#### WORK TO BE COMPLETED:
What you return should match the data below exactly, with every entry reproduced.

#### RECORDS TO USE:
=== Begin Enclosure ===
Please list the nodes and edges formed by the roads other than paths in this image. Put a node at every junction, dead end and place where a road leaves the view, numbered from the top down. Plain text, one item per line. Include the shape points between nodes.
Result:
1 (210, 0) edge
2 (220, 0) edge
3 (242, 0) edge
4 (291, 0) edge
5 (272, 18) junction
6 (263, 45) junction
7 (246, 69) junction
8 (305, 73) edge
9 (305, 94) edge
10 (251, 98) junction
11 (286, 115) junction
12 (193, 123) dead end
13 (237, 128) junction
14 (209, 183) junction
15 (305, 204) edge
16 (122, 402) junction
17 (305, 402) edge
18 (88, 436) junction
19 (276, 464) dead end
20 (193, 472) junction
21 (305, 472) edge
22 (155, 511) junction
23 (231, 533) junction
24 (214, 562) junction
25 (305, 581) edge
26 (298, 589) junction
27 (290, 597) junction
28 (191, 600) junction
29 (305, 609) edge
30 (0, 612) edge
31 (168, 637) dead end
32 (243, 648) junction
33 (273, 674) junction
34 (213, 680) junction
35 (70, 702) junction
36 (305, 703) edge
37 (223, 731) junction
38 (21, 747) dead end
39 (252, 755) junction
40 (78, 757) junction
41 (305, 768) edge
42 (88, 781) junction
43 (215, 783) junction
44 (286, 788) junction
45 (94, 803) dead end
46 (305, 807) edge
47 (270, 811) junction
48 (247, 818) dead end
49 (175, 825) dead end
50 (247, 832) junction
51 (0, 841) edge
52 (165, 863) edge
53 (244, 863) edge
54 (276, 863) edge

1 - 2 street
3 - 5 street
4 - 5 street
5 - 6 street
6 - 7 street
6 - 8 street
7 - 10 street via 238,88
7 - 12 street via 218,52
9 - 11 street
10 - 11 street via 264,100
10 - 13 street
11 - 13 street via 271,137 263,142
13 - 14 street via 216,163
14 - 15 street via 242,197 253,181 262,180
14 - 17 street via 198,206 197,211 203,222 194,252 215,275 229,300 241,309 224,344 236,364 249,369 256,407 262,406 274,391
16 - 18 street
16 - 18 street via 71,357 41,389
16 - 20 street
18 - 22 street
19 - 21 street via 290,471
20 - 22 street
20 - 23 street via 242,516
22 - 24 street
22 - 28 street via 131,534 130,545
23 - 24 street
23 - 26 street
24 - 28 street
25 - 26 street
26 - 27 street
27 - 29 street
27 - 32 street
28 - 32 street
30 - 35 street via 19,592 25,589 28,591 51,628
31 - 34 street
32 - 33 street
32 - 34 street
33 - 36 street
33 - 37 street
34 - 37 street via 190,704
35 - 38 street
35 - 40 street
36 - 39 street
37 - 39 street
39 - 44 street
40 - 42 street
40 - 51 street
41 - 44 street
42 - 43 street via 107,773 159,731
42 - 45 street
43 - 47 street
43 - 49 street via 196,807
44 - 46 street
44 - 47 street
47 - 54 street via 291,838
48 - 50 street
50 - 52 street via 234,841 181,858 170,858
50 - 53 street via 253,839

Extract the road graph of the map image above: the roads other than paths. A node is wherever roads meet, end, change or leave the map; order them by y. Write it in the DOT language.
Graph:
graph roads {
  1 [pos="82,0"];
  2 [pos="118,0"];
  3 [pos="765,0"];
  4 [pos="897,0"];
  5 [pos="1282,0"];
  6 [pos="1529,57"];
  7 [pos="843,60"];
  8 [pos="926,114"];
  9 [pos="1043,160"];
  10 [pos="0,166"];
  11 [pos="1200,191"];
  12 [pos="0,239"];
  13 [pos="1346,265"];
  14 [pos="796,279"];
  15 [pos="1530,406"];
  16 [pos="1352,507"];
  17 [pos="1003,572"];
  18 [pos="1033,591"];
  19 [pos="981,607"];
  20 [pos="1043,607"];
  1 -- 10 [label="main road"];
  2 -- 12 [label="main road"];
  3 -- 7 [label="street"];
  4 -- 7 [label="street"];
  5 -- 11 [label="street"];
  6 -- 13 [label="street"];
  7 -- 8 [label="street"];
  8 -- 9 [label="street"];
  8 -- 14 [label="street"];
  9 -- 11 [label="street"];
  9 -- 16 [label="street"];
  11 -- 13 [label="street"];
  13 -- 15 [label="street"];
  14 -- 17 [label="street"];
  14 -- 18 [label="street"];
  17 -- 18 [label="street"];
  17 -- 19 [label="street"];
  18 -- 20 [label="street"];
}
=== End Enclosure ===
#### ANSWER SPACE:
Please list the nodes and edges formed by the roads other than paths in this image. Put a node at every junction, dead end and place where a road leaves the view, numbered from the top down. Plain text, one item per line. Include the shape points between nodes.
Result:
1 (210, 0) edge
2 (220, 0) edge
3 (242, 0) edge
4 (291, 0) edge
5 (272, 18) junction
6 (263, 45) junction
7 (246, 69) junction
8 (305, 73) edge
9 (305, 94) edge
10 (251, 98) junction
11 (286, 115) junction
12 (193, 123) dead end
13 (237, 128) junction
14 (209, 183) junction
15 (305, 204) edge
16 (122, 402) junction
17 (305, 402) edge
18 (88, 436) junction
19 (276, 464) dead end
20 (193, 472) junction
21 (305, 472) edge
22 (155, 511) junction
23 (231, 533) junction
24 (214, 562) junction
25 (305, 581) edge
26 (298, 589) junction
27 (290, 597) junction
28 (191, 600) junction
29 (305, 609) edge
30 (0, 612) edge
31 (168, 637) dead end
32 (243, 648) junction
33 (273, 674) junction
34 (213, 680) junction
35 (70, 702) junction
36 (305, 703) edge
37 (223, 731) junction
38 (21, 747) dead end
39 (252, 755) junction
40 (78, 757) junction
41 (305, 768) edge
42 (88, 781) junction
43 (215, 783) junction
44 (286, 788) junction
45 (94, 803) dead end
46 (305, 807) edge
47 (270, 811) junction
48 (247, 818) dead end
49 (175, 825) dead end
50 (247, 832) junction
51 (0, 841) edge
52 (165, 863) edge
53 (244, 863) edge
54 (276, 863) edge

1 - 2 street
3 - 5 street
4 - 5 street
5 - 6 street
6 - 7 street
6 - 8 street
7 - 10 street via 238,88
7 - 12 street via 218,52
9 - 11 street
10 - 11 street via 264,100
10 - 13 street
11 - 13 street via 271,137 263,142
13 - 14 street via 216,163
14 - 15 street via 242,197 253,181 262,180
14 - 17 street via 198,206 197,211 203,222 194,252 215,275 229,300 241,309 224,344 236,364 249,369 256,407 262,406 274,391
16 - 18 street
16 - 18 street via 71,357 41,389
16 - 20 street
18 - 22 street
19 - 21 street via 290,471
20 - 22 street
20 - 23 street via 242,516
22 - 24 street
22 - 28 street via 131,534 130,545
23 - 24 street
23 - 26 street
24 - 28 street
25 - 26 street
26 - 27 street
27 - 29 street
27 - 32 street
28 - 32 street
30 - 35 street via 19,592 25,589 28,591 51,628
31 - 34 street
32 - 33 street
32 - 34 street
33 - 36 street
33 - 37 street
34 - 37 street via 190,704
35 - 38 street
35 - 40 street
36 - 39 street
37 - 39 street
39 - 44 street
40 - 42 street
40 - 51 street
41 - 44 street
42 - 43 street via 107,773 159,731
42 - 45 street
43 - 47 street
43 - 49 street via 196,807
44 - 46 street
44 - 47 street
47 - 54 street via 291,838
48 - 50 street
50 - 52 street via 234,841 181,858 170,858
50 - 53 street via 253,839

Extract the road graph of the map image above: the roads other than paths. A node is wherever roads meet, end, change or leave the map; order them by y. Write it in the DOT language.
Graph:
graph roads {
  1 [pos="82,0"];
  2 [pos="118,0"];
  3 [pos="765,0"];
  4 [pos="897,0"];
  5 [pos="1282,0"];
  6 [pos="1529,57"];
  7 [pos="843,60"];
  8 [pos="926,114"];
  9 [pos="1043,160"];
  10 [pos="0,166"];
  11 [pos="1200,191"];
  12 [pos="0,239"];
  13 [pos="1346,265"];
  14 [pos="796,279"];
  15 [pos="1530,406"];
  16 [pos="1352,507"];
  17 [pos="1003,572"];
  18 [pos="1033,591"];
  19 [pos="981,607"];
  20 [pos="1043,607"];
  1 -- 10 [label="main road"];
  2 -- 12 [label="main road"];
  3 -- 7 [label="street"];
  4 -- 7 [label="street"];
  5 -- 11 [label="street"];
  6 -- 13 [label="street"];
  7 -- 8 [label="street"];
  8 -- 9 [label="street"];
  8 -- 14 [label="street"];
  9 -- 11 [label="street"];
  9 -- 16 [label="street"];
  11 -- 13 [label="street"];
  13 -- 15 [label="street"];
  14 -- 17 [label="street"];
  14 -- 18 [label="street"];
  17 -- 18 [label="street"];
  17 -- 19 [label="street"];
  18 -- 20 [label="street"];
}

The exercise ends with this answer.